[Collected data]
^^^^

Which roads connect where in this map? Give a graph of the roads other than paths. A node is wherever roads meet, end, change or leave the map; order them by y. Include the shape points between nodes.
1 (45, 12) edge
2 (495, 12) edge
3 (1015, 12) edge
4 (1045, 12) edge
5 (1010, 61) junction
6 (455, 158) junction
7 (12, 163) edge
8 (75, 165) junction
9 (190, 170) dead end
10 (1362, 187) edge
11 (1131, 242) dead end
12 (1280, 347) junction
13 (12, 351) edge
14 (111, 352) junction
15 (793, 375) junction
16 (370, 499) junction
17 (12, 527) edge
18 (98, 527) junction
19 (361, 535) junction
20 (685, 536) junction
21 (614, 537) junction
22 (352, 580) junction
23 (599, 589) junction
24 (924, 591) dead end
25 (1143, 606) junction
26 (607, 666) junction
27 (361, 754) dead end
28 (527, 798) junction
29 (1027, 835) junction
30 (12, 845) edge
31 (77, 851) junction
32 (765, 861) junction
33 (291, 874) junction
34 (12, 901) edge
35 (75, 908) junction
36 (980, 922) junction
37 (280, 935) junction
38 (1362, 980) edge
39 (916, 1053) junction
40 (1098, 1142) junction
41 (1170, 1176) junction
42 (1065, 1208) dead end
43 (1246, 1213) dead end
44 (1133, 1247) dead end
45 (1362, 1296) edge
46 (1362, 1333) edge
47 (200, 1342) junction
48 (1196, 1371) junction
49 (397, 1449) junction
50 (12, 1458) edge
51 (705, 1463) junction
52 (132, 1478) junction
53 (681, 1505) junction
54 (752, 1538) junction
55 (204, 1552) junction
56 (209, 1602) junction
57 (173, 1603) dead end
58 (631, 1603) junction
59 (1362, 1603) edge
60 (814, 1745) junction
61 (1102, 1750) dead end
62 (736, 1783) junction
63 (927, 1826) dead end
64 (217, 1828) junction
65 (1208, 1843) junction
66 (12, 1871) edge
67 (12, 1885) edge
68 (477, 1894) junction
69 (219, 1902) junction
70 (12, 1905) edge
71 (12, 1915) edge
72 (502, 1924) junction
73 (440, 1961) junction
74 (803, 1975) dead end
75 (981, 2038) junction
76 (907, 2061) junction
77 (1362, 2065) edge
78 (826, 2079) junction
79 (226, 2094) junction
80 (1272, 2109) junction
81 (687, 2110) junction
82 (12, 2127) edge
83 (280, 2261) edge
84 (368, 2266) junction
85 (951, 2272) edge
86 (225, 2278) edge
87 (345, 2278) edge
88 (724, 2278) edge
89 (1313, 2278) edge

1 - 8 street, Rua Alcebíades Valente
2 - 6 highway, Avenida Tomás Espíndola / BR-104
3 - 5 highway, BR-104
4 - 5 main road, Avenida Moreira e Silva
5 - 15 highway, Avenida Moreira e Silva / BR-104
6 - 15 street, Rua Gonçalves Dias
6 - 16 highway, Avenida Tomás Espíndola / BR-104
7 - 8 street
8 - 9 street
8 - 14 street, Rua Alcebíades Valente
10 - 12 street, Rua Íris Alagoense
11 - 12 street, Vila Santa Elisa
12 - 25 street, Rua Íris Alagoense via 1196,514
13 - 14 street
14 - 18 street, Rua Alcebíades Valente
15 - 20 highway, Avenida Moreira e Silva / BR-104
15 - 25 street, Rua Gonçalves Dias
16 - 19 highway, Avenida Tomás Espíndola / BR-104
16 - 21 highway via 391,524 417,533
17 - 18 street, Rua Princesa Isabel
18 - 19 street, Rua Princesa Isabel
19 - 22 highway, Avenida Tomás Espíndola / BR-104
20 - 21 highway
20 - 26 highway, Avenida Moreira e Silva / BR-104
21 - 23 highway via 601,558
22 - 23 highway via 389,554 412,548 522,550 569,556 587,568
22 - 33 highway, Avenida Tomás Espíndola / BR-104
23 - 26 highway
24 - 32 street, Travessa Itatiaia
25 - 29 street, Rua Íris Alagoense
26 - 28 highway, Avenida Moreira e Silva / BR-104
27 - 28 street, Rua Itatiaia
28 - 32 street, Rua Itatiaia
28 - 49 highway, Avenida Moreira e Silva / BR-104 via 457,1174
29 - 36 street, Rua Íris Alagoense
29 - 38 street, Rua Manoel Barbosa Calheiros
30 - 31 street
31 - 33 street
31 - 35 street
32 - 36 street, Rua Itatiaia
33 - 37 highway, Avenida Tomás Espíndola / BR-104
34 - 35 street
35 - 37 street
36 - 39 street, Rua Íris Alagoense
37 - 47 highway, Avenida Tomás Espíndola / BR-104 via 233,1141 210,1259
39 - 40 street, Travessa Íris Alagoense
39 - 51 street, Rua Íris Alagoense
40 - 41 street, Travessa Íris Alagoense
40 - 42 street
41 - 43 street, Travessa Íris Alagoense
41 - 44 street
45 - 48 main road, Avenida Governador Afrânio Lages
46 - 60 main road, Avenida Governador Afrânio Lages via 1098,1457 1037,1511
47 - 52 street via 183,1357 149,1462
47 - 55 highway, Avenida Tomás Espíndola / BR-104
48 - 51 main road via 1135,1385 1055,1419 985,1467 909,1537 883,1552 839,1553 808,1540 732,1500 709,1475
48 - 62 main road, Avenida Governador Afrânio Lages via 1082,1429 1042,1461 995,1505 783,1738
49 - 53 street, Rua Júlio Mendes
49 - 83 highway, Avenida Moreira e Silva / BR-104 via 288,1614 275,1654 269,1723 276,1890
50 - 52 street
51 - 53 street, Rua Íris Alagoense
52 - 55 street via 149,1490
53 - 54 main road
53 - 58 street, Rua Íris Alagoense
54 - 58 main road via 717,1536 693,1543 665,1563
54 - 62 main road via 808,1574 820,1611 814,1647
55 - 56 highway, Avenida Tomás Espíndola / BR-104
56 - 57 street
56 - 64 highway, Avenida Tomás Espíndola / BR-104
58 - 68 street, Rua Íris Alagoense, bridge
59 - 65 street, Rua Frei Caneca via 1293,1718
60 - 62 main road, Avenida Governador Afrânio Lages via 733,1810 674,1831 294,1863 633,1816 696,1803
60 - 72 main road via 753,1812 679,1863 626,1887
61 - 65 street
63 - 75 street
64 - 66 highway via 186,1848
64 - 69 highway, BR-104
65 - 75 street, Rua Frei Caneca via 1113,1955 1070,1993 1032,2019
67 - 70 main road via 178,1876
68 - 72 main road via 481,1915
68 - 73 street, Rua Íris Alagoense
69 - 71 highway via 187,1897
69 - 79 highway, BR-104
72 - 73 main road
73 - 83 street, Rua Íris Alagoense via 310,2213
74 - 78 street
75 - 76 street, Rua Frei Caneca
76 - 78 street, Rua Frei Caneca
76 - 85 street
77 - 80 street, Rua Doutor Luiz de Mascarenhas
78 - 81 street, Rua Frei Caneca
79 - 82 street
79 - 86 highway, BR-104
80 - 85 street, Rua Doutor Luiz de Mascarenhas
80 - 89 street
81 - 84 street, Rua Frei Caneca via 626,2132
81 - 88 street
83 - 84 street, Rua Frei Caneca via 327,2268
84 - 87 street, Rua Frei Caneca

^^^^

**Exercise goal**
Copy each line from the entries above that has the word "Alcebíades" in it.

**Finished exercise**
1 - 8 street, Rua Alcebíades Valente
8 - 14 street, Rua Alcebíades Valente
14 - 18 street, Rua Alcebíades Valente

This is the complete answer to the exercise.